18 N.W.2d 404 | Mich. | 1945
Lead Opinion
[EDITORS' NOTE: THIS PAGE CONTAINS HEADNOTES. HEADNOTES ARE NOT AN OFFICIAL PRODUCT OF THE COURT, THEREFORE THEY ARE NOT DISPLAYED.] *145 These two cases arise out of a collision between an automobile driven by Dr. Stuive *146 and a train of defendant. In one case, Dr. Stuive brought an action as special administrator of the estate of his wife, Leonia K. Stuive, who was instantly killed in the collision. In the other case he brought an action in his individual capacity for damages. The causes were consolidated for trial and submitted to a jury who returned a verdict for plaintiff in each case.

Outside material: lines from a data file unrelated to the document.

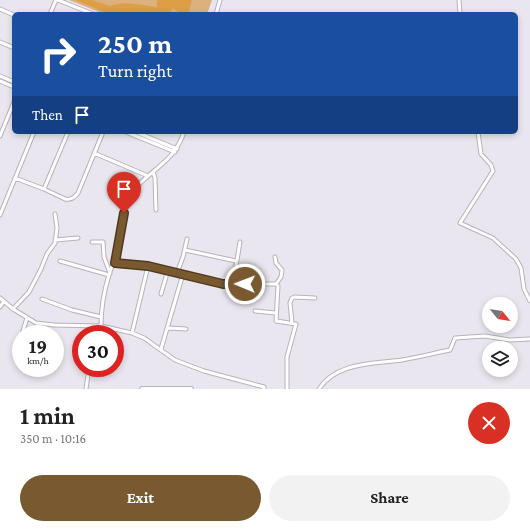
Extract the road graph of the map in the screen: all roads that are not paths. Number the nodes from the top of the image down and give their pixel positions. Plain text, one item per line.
1 (57, 0) edge
2 (220, 0) edge
3 (459, 0) edge
4 (0, 9) edge
5 (51, 12) edge
6 (84, 12) edge
7 (217, 12) edge
8 (460, 12) edge
9 (12, 14) edge
10 (0, 42) edge
11 (12, 47) edge
12 (0, 76) edge
13 (0, 81) edge
14 (12, 81) edge
15 (12, 85) edge
16 (12, 107) edge
17 (33, 134) edge
18 (67, 134) edge
19 (102, 134) edge
20 (139, 134) edge
21 (183, 134) edge
22 (478, 134) edge
23 (0, 136) edge
24 (176, 150) junction
25 (94, 153) junction
26 (153, 172) junction
27 (148, 176) junction
28 (15, 178) junction
29 (44, 189) junction
30 (2, 206) edge
31 (156, 210) dead end
32 (55, 214) dead end
33 (0, 215) edge
34 (78, 238) dead end
35 (187, 238) dead end
36 (55, 240) junction
37 (92, 242) dead end
38 (240, 242) dead end
39 (185, 250) junction
40 (275, 257) dead end
41 (60, 261) dead end
42 (236, 261) junction
43 (115, 263) junction
44 (148, 266) junction
45 (168, 270) junction
46 (177, 273) junction
47 (109, 274) junction
48 (183, 274) junction
49 (232, 284) junction
50 (276, 284) junction
51 (161, 294) dead end
52 (0, 298) edge
53 (315, 298) dead end
54 (42, 299) dead end
55 (4, 301) junction
56 (530, 301) edge
57 (0, 307) edge
58 (13, 309) junction
59 (255, 311) dead end
60 (276, 314) junction
61 (27, 318) junction
62 (101, 318) junction
63 (292, 323) junction
64 (25, 325) edge
65 (72, 325) edge
66 (101, 325) edge
67 (168, 328) junction
68 (186, 329) dead end
69 (124, 331) edge
70 (132, 333) junction
71 (530, 339) edge
72 (161, 349) junction
73 (88, 377) edge
74 (86, 389) edge
75 (142, 389) edge
76 (190, 389) edge
77 (264, 389) edge
78 (287, 389) edge
79 (319, 389) edge

1 - 5 street
1 - 6 street
2 - 7 street
3 - 8 street
4 - 9 street
10 - 11 street
12 - 14 street
13 - 15 street
16 - 23 street
17 - 28 street
18 - 29 street
19 - 25 street
20 - 24 street
21 - 24 street
22 - 56 street
24 - 26 street
25 - 27 street
25 - 29 street
26 - 27 street
26 - 31 street
27 - 43 street
28 - 29 street
28 - 30 street
30 - 33 street
32 - 36 street
34 - 36 street
35 - 39 street
36 - 58 street
37 - 47 street
38 - 42 street
39 - 42 street
39 - 46 street
40 - 50 street
41 - 47 street
42 - 49 street
43 - 44 street
43 - 47 street
44 - 45 street
44 - 70 street
45 - 46 street
45 - 51 street
46 - 48 street
47 - 62 street
48 - 49 street
48 - 67 street
49 - 50 street
50 - 60 street
52 - 55 street
53 - 63 street
54 - 62 street
55 - 57 street
55 - 58 street
58 - 61 street
59 - 60 street
60 - 63 street
61 - 64 street
61 - 65 street
62 - 66 street
63 - 78 street
67 - 68 street
67 - 72 street
69 - 70 street
70 - 72 street
71 - 79 street
72 - 77 street
73 - 74 street
75 - 76 main road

On April 26, 1941, about 6:52 p.m., plaintiff and wife were driving easterly on Silver Lake road in Livingston county in the vicinity of the crossing of that road and the Pere Marquette railroad tracks. It was a clear day and the sun was shining. The black-top pavement was dry. As plaintiff approached the tracks and while 150 feet away, he saw a railroad crossarm sign which bore the words "Railroad Crossing — Two Tracks." At this time plaintiff reduced the speed of his car to about 12 or 15 miles per hour. He noticed an embankment on his right which curtailed his view of trains approaching from his right. When he was at a point where the front bumper of his car was 29 feet from the track, the speed of his car had been reduced to between 10 and 11 miles per hour. At this time a freight train of defendant was approaching the crossing from plaintiff's right at a speed of 45 to 50 miles per hour.
As plaintiff approached the tracks he looked to his right, saw no train approaching, looked to his left, saw no train, and then looked to his right, saw the train, tried to bring his automobile to a stop but failed to do so and collided with the freight train. As a result of this collision, plaintiff's wife was instantly killed and plaintiff severely injured.

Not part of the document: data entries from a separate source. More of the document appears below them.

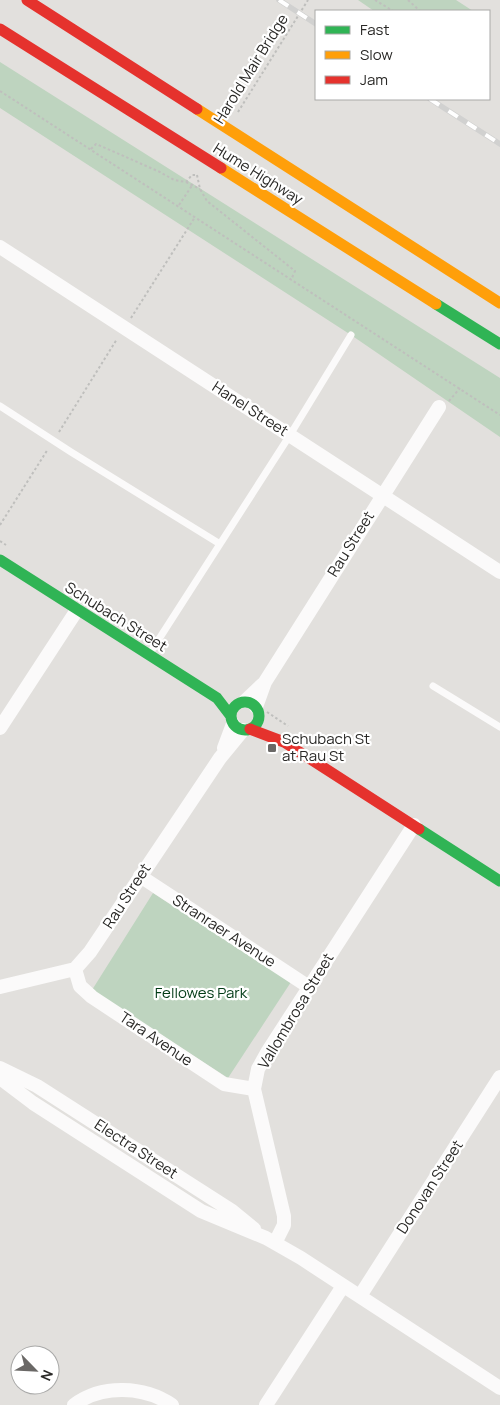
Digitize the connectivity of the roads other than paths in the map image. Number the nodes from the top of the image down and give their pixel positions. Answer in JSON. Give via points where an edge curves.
{"nodes":[{"id":1,"x":27,"y":0,"type":"edge"},
{"id":2,"x":0,"y":29,"type":"edge"},
{"id":3,"x":0,"y":247,"type":"edge"},
{"id":4,"x":500,"y":303,"type":"edge"},
{"id":5,"x":351,"y":335,"type":"dead end"},
{"id":6,"x":500,"y":344,"type":"edge"},
{"id":7,"x":0,"y":406,"type":"edge"},
{"id":8,"x":439,"y":407,"type":"road end"},
{"id":9,"x":290,"y":435,"type":"junction"},
{"id":10,"x":382,"y":495,"type":"junction"},
{"id":11,"x":220,"y":544,"type":"junction"},
{"id":12,"x":0,"y":560,"type":"edge"},
{"id":13,"x":500,"y":572,"type":"edge"},
{"id":14,"x":77,"y":610,"type":"junction"},
{"id":15,"x":148,"y":655,"type":"junction"},
{"id":16,"x":433,"y":686,"type":"dead end"},
{"id":17,"x":217,"y":698,"type":"junction"},
{"id":18,"x":249,"y":707,"type":"junction"},
{"id":19,"x":239,"y":725,"type":"junction"},
{"id":20,"x":500,"y":727,"type":"edge"},
{"id":21,"x":0,"y":728,"type":"edge"},
{"id":22,"x":284,"y":742,"type":"junction"},
{"id":23,"x":414,"y":825,"type":"junction"},
{"id":24,"x":140,"y":876,"type":"junction"},
{"id":25,"x":500,"y":881,"type":"edge"},
{"id":26,"x":75,"y":969,"type":"junction"},
{"id":27,"x":0,"y":987,"type":"edge"},
{"id":28,"x":308,"y":987,"type":"junction"},
{"id":29,"x":0,"y":1068,"type":"edge"},
{"id":30,"x":500,"y":1077,"type":"edge"},
{"id":31,"x":0,"y":1078,"type":"edge"},
{"id":32,"x":254,"y":1089,"type":"junction"},
{"id":33,"x":270,"y":1241,"type":"junction"},
{"id":34,"x":344,"y":1286,"type":"junction"},
{"id":35,"x":360,"y":1296,"type":"junction"},
{"id":36,"x":500,"y":1388,"type":"edge"},
{"id":37,"x":74,"y":1405,"type":"edge"},
{"id":38,"x":172,"y":1405,"type":"edge"},
{"id":39,"x":266,"y":1405,"type":"edge"}],
"edges":[{"from":1,"to":4,"type":"main road","name":"Hume Highway"},
{"from":2,"to":6,"type":"main road","name":"Hume Highway"},
{"from":3,"to":9,"type":"street","name":"Hanel Street"},
{"from":5,"to":9,"type":"lane"},
{"from":7,"to":11,"type":"lane"},
{"from":8,"to":10,"type":"street","name":"Rau Street"},
{"from":9,"to":10,"type":"street","name":"Hanel Street"},
{"from":9,"to":11,"type":"lane"},
{"from":10,"to":13,"type":"street","name":"Hanel Street"},
{"from":10,"to":18,"type":"street","name":"Rau Street"},
{"from":11,"to":15,"type":"lane"},
{"from":12,"to":14,"type":"main road","name":"Schubach Street"},
{"from":14,"to":15,"type":"main road","name":"Schubach Street"},
{"from":14,"to":21,"type":"street"},
{"from":15,"to":17,"type":"main road","name":"Schubach Street"},
{"from":16,"to":20,"type":"lane"},
{"from":17,"to":18,"type":"main road","name":"Schubach Street"},
{"from":17,"to":19,"type":"main road","name":"Schubach Street"},
{"from":18,"to":19,"type":"main road","via":[[232,708]]},
{"from":18,"to":19,"type":"main road","via":[[258,722]]},
{"from":18,"to":22,"type":"main road"},
{"from":19,"to":22,"type":"main road"},
{"from":19,"to":24,"type":"street","name":"Rau Street"},
{"from":22,"to":23,"type":"main road"},
{"from":23,"to":25,"type":"main road"},
{"from":23,"to":28,"type":"street","name":"Vallombrosa Street"},
{"from":24,"to":26,"type":"street","name":"Rau Street","via":[[90,952]]},
{"from":24,"to":28,"type":"street","name":"Stranraer Avenue"},
{"from":26,"to":27,"type":"street"},
{"from":26,"to":32,"type":"street","name":"Tara Avenue","via":[[80,986],[92,997],[224,1084]]},
{"from":28,"to":32,"type":"street","name":"Vallombrosa Street","via":[[258,1069]]},
{"from":29,"to":33,"type":"street","name":"Electra Street","via":[[37,1086],[232,1211]]},
{"from":30,"to":35,"type":"street","name":"Donovan Street"},
{"from":31,"to":33,"type":"street","name":"Electra Street","via":[[33,1103],[202,1211]]},
{"from":32,"to":33,"type":"street","name":"Vallombrosa Street","via":[[284,1216],[284,1225]]},
{"from":33,"to":34,"type":"street","name":"Electra Street"},
{"from":34,"to":35,"type":"street","name":"Electra Street"},
{"from":34,"to":39,"type":"street"},
{"from":35,"to":36,"type":"street","name":"Electra Street"},
{"from":37,"to":38,"type":"street","via":[[93,1395],[124,1390],[141,1391]]}]}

The causes came on for trial and at the close of plaintiff's proofs, the defendant moved for a directed verdict based upon the alleged contributory negligence of plaintiff. The trial court took the *147 motion under advisement under the Empson act* and defendant proceeded with its proofs. At the close of all testimony, the defendant renewed its motion for a directed verdict and decision was reserved. The jury brought in a verdict for plaintiff in each case. Subsequently, defendant made a motion for judgment notwithstanding the verdict in each case. These motions were denied by the trial court.
Defendant appeals and urges that the trial court was in error in his failure to find that plaintiff was guilty of contributory negligence as a matter of law. In our discussion of this question we shall accept the verdict of the jury on the negligence of defendant. There was evidence to support such a finding of fact.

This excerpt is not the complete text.